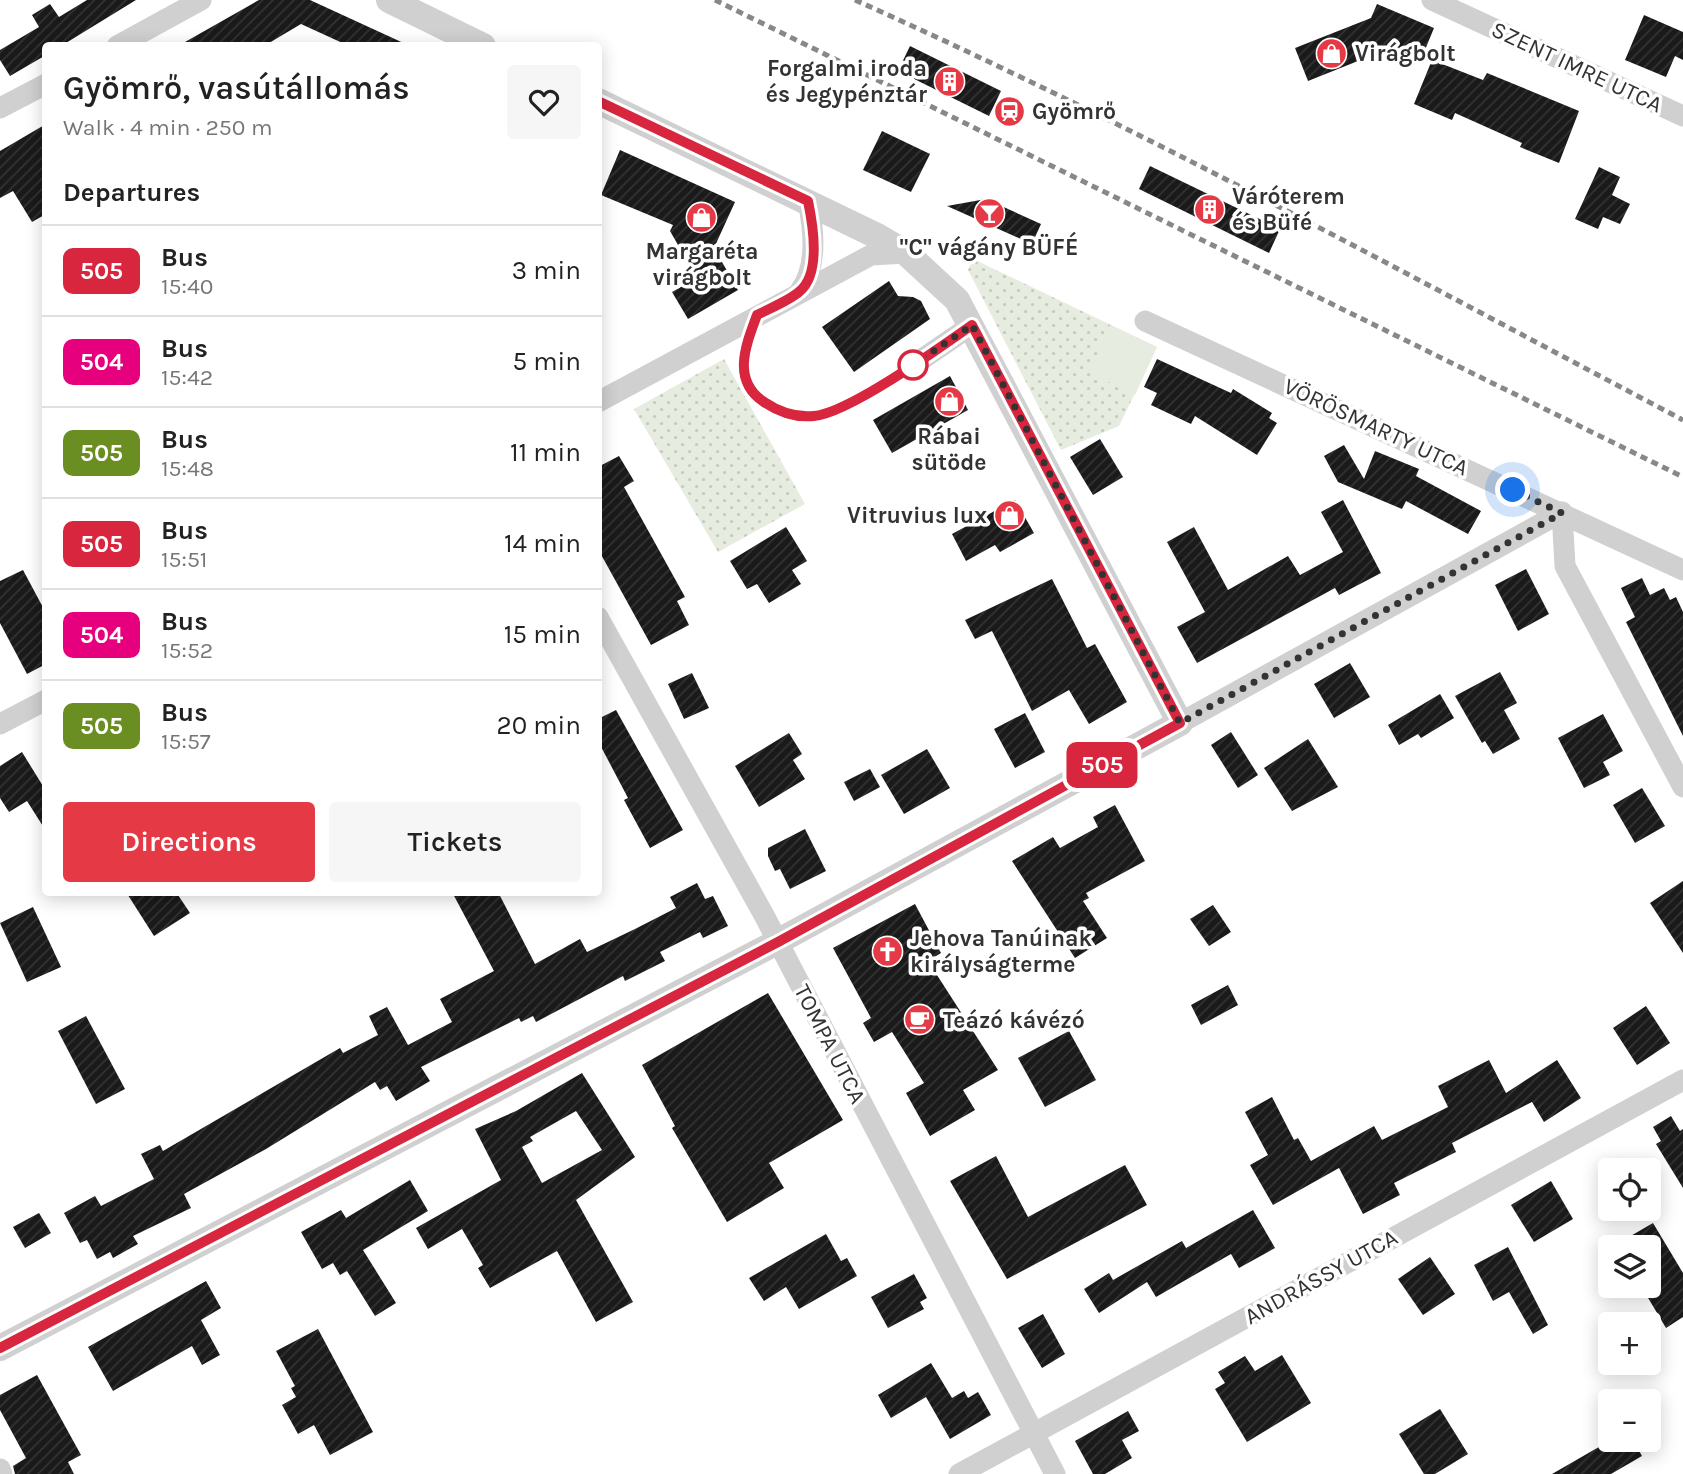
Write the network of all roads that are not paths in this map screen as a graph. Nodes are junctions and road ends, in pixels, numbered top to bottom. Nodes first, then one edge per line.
1 (201, 0) edge
2 (389, 0) edge
3 (1432, 0) edge
4 (124, 42) edge
5 (475, 42) edge
6 (42, 86) edge
7 (602, 103) edge
8 (0, 108) edge
9 (1683, 116) edge
10 (808, 201) junction
11 (906, 253) junction
12 (800, 291) junction
13 (1145, 321) dead end
14 (972, 325) junction
15 (915, 364) dead end
16 (602, 400) edge
17 (1562, 513) junction
18 (1683, 570) edge
19 (602, 625) edge
20 (42, 702) edge
21 (1180, 723) junction
22 (0, 724) edge
23 (1683, 786) edge
24 (778, 942) junction
25 (1683, 1080) edge
26 (0, 1348) edge
27 (1033, 1434) junction
28 (0, 1469) edge
29 (2, 1474) edge
30 (959, 1474) edge
31 (1055, 1474) edge

1 - 4 street
2 - 5 street
3 - 9 street, SZENT IMRE UTCA
6 - 8 street
7 - 10 street
10 - 11 street
10 - 12 street
11 - 12 street
11 - 14 street
12 - 16 street
13 - 17 street, VÖRÖSMARTY UTCA
14 - 15 street
14 - 21 street
17 - 18 street, VÖRÖSMARTY UTCA
17 - 21 street
17 - 23 street
19 - 24 street, TOMPA UTCA
20 - 22 street
21 - 24 street
24 - 26 street
24 - 27 street, TOMPA UTCA
25 - 27 street, ANDRÁSSY UTCA
27 - 30 street, ANDRÁSSY UTCA
27 - 31 street, TOMPA UTCA
28 - 29 street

______

• **Task description**:
Where an entry contains an image, skip the image; repeat everything else exactly.

• **Answer box**:
Write the network of all roads that are not paths in this map screen as a graph. Nodes are junctions and road ends, in pixels, numbered top to bottom. Nodes first, then one edge per line.
1 (201, 0) edge
2 (389, 0) edge
3 (1432, 0) edge
4 (124, 42) edge
5 (475, 42) edge
6 (42, 86) edge
7 (602, 103) edge
8 (0, 108) edge
9 (1683, 116) edge
10 (808, 201) junction
11 (906, 253) junction
12 (800, 291) junction
13 (1145, 321) dead end
14 (972, 325) junction
15 (915, 364) dead end
16 (602, 400) edge
17 (1562, 513) junction
18 (1683, 570) edge
19 (602, 625) edge
20 (42, 702) edge
21 (1180, 723) junction
22 (0, 724) edge
23 (1683, 786) edge
24 (778, 942) junction
25 (1683, 1080) edge
26 (0, 1348) edge
27 (1033, 1434) junction
28 (0, 1469) edge
29 (2, 1474) edge
30 (959, 1474) edge
31 (1055, 1474) edge

1 - 4 street
2 - 5 street
3 - 9 street, SZENT IMRE UTCA
6 - 8 street
7 - 10 street
10 - 11 street
10 - 12 street
11 - 12 street
11 - 14 street
12 - 16 street
13 - 17 street, VÖRÖSMARTY UTCA
14 - 15 street
14 - 21 street
17 - 18 street, VÖRÖSMARTY UTCA
17 - 21 street
17 - 23 street
19 - 24 street, TOMPA UTCA
20 - 22 street
21 - 24 street
24 - 26 street
24 - 27 street, TOMPA UTCA
25 - 27 street, ANDRÁSSY UTCA
27 - 30 street, ANDRÁSSY UTCA
27 - 31 street, TOMPA UTCA
28 - 29 street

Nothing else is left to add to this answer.